Source material Start Marker
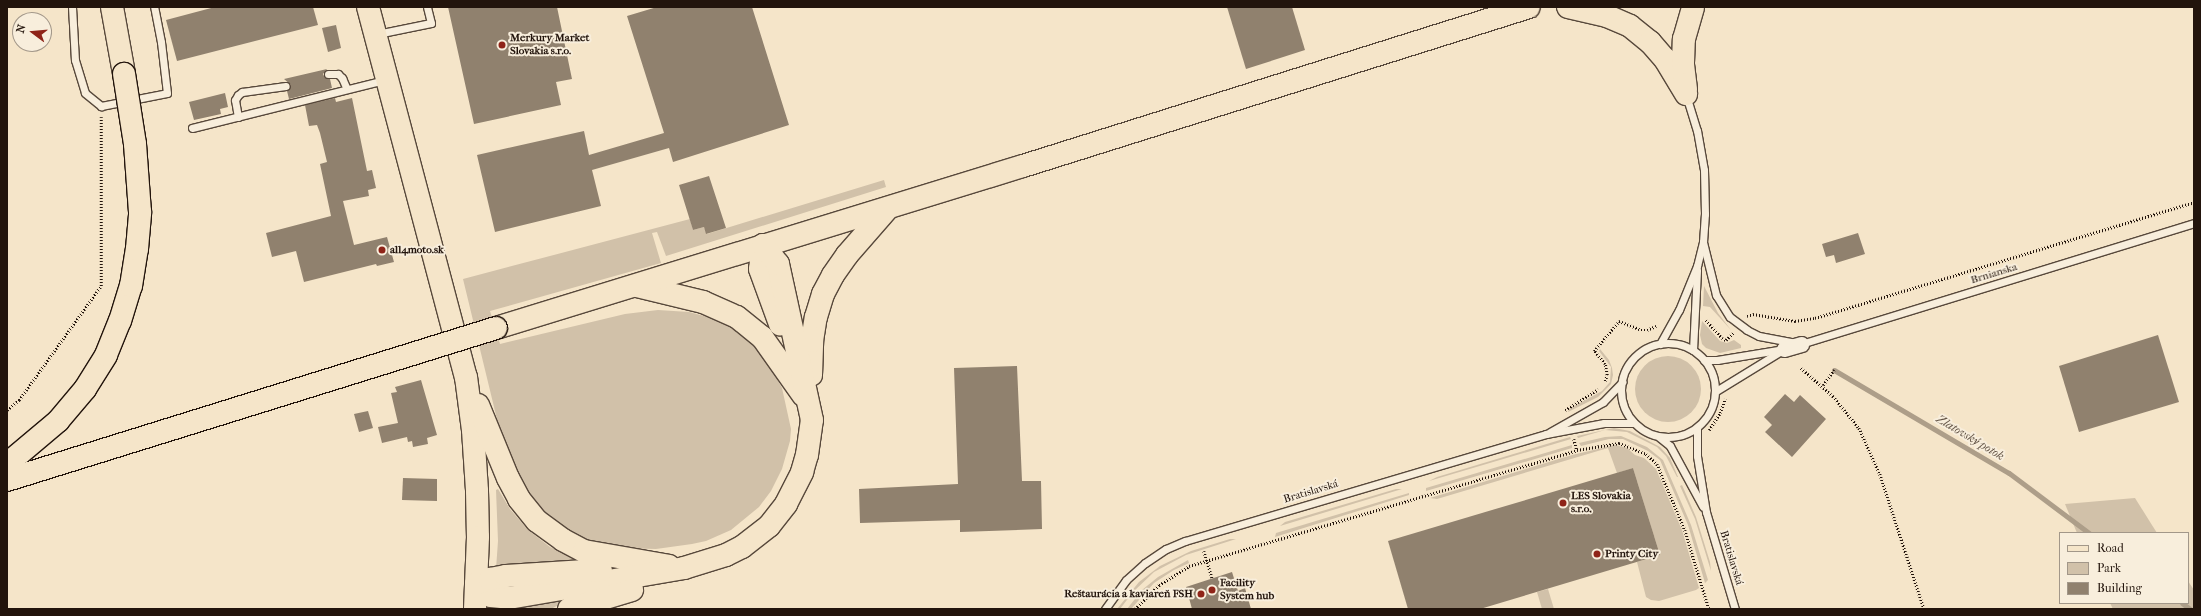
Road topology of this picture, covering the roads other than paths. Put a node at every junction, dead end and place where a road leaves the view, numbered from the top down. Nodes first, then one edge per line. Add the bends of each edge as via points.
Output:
1 (72, 7) edge
2 (112, 7) edge
3 (154, 7) edge
4 (368, 7) edge
5 (427, 7) edge
6 (1529, 7) edge
7 (1568, 7) edge
8 (1693, 7) edge
9 (375, 35) junction
10 (328, 74) dead end
11 (387, 79) junction
12 (286, 86) dead end
13 (347, 89) junction
14 (1686, 94) junction
15 (238, 117) junction
16 (192, 128) dead end
17 (888, 208) junction
18 (2194, 223) edge
19 (1702, 242) junction
20 (763, 245) junction
21 (1697, 266) junction
22 (637, 286) junction
23 (1660, 344) junction
24 (1801, 344) junction
25 (1784, 349) junction
26 (1693, 350) junction
27 (1704, 360) junction
28 (466, 377) junction
29 (1622, 382) junction
30 (1716, 391) junction
31 (810, 406) junction
32 (1634, 423) junction
33 (1697, 428) junction
34 (1546, 434) junction
35 (1659, 436) junction
36 (7, 464) edge
37 (7, 480) edge
38 (1706, 512) junction
39 (684, 568) junction
40 (476, 584) junction
41 (475, 609) edge
42 (569, 609) edge
43 (1105, 609) edge
44 (1735, 609) edge

1 - 3 lane via 75,60 85,93 101,106 167,93
2 - 36 main road, bridge via 135,144 140,212 137,249 127,300 106,355 85,388 58,421
4 - 9 main road
5 - 9 lane via 431,23
6 - 17 main road
7 - 14 main road via 1607,16 1630,26 1650,42 1665,59
8 - 14 main road via 1684,39
9 - 11 main road
10 - 13 lane via 338,74
11 - 13 lane
11 - 28 main road
12 - 15 lane via 242,92 235,100
13 - 15 lane
14 - 19 lane via 1697,131 1704,170 1705,214
15 - 16 lane
17 - 20 main road
17 - 31 main road via 847,255 823,294 812,341
18 - 24 lane, Brnianska
19 - 21 lane
19 - 24 lane via 1716,294 1730,317 1759,336
20 - 22 main road
20 - 31 main road via 760,269
21 - 23 lane via 1674,322
21 - 26 lane
22 - 31 main road via 704,302 737,317 762,337 772,349
22 - 37 main road, bridge
23 - 26 lane via 1677,344
23 - 29 lane via 1638,354 1630,363
24 - 25 street
25 - 27 lane
25 - 30 lane
26 - 27 lane
27 - 30 lane via 1711,369
28 - 39 main road via 508,478 519,499 537,521 563,540 584,551
28 - 40 main road via 476,475
29 - 32 lane via 1622,397 1626,411
29 - 34 lane via 1602,402
30 - 33 lane via 1711,411
31 - 39 main road via 812,420 808,455 795,489 779,514 769,526 742,547 726,555
32 - 34 lane via 1604,423
32 - 35 lane via 1646,432
33 - 35 lane via 1679,436
33 - 38 lane via 1697,456
34 - 43 lane, Bratislavská via 1185,541 1166,549 1145,563 1126,580
35 - 38 lane via 1670,446
38 - 44 lane, Bratislavská
39 - 40 main road via 510,598 491,596
39 - 42 main road via 638,589
40 - 41 main road

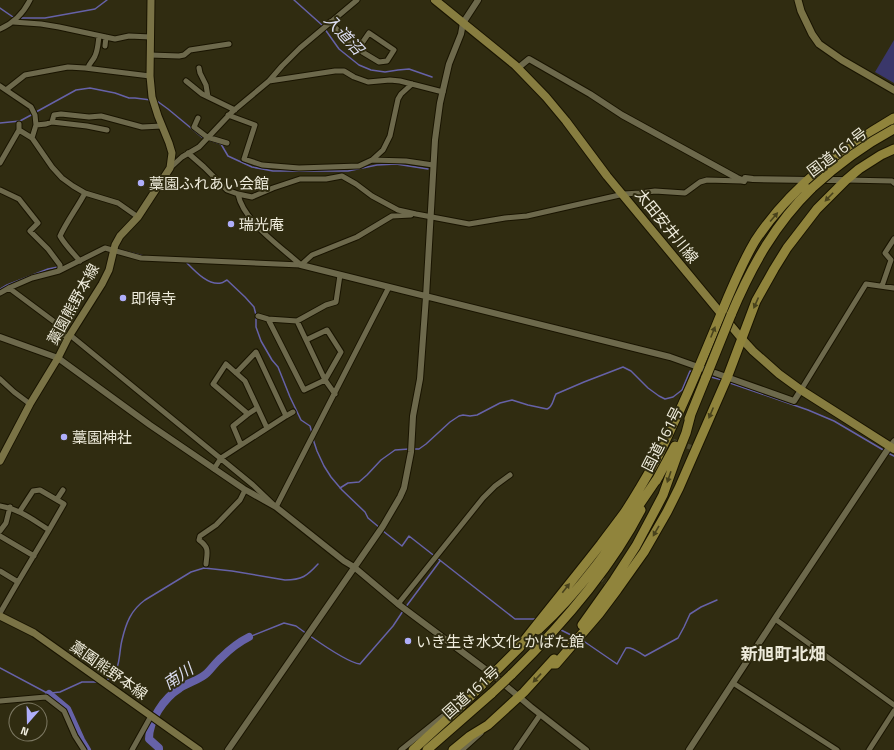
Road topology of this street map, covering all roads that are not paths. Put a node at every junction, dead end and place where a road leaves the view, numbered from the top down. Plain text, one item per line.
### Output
Source material End Marker
== Exercise directions ==
Transcribe each entry precisely as given, leaving the pictures out.

== Response to this exercise ==
Road topology of this picture, covering the roads other than paths. Put a node at every junction, dead end and place where a road leaves the view, numbered from the top down. Nodes first, then one edge per line. Add the bends of each edge as via points.
Output:
1 (72, 7) edge
2 (112, 7) edge
3 (154, 7) edge
4 (368, 7) edge
5 (427, 7) edge
6 (1529, 7) edge
7 (1568, 7) edge
8 (1693, 7) edge
9 (375, 35) junction
10 (328, 74) dead end
11 (387, 79) junction
12 (286, 86) dead end
13 (347, 89) junction
14 (1686, 94) junction
15 (238, 117) junction
16 (192, 128) dead end
17 (888, 208) junction
18 (2194, 223) edge
19 (1702, 242) junction
20 (763, 245) junction
21 (1697, 266) junction
22 (637, 286) junction
23 (1660, 344) junction
24 (1801, 344) junction
25 (1784, 349) junction
26 (1693, 350) junction
27 (1704, 360) junction
28 (466, 377) junction
29 (1622, 382) junction
30 (1716, 391) junction
31 (810, 406) junction
32 (1634, 423) junction
33 (1697, 428) junction
34 (1546, 434) junction
35 (1659, 436) junction
36 (7, 464) edge
37 (7, 480) edge
38 (1706, 512) junction
39 (684, 568) junction
40 (476, 584) junction
41 (475, 609) edge
42 (569, 609) edge
43 (1105, 609) edge
44 (1735, 609) edge

1 - 3 lane via 75,60 85,93 101,106 167,93
2 - 36 main road, bridge via 135,144 140,212 137,249 127,300 106,355 85,388 58,421
4 - 9 main road
5 - 9 lane via 431,23
6 - 17 main road
7 - 14 main road via 1607,16 1630,26 1650,42 1665,59
8 - 14 main road via 1684,39
9 - 11 main road
10 - 13 lane via 338,74
11 - 13 lane
11 - 28 main road
12 - 15 lane via 242,92 235,100
13 - 15 lane
14 - 19 lane via 1697,131 1704,170 1705,214
15 - 16 lane
17 - 20 main road
17 - 31 main road via 847,255 823,294 812,341
18 - 24 lane, Brnianska
19 - 21 lane
19 - 24 lane via 1716,294 1730,317 1759,336
20 - 22 main road
20 - 31 main road via 760,269
21 - 23 lane via 1674,322
21 - 26 lane
22 - 31 main road via 704,302 737,317 762,337 772,349
22 - 37 main road, bridge
23 - 26 lane via 1677,344
23 - 29 lane via 1638,354 1630,363
24 - 25 street
25 - 27 lane
25 - 30 lane
26 - 27 lane
27 - 30 lane via 1711,369
28 - 39 main road via 508,478 519,499 537,521 563,540 584,551
28 - 40 main road via 476,475
29 - 32 lane via 1622,397 1626,411
29 - 34 lane via 1602,402
30 - 33 lane via 1711,411
31 - 39 main road via 812,420 808,455 795,489 779,514 769,526 742,547 726,555
32 - 34 lane via 1604,423
32 - 35 lane via 1646,432
33 - 35 lane via 1679,436
33 - 38 lane via 1697,456
34 - 43 lane, Bratislavská via 1185,541 1166,549 1145,563 1126,580
35 - 38 lane via 1670,446
38 - 44 lane, Bratislavská
39 - 40 main road via 510,598 491,596
39 - 42 main road via 638,589
40 - 41 main road

Road topology of this street map, covering all roads that are not paths. Put a node at every junction, dead end and place where a road leaves the view, numbered from the top down. Plain text, one item per line.
### Output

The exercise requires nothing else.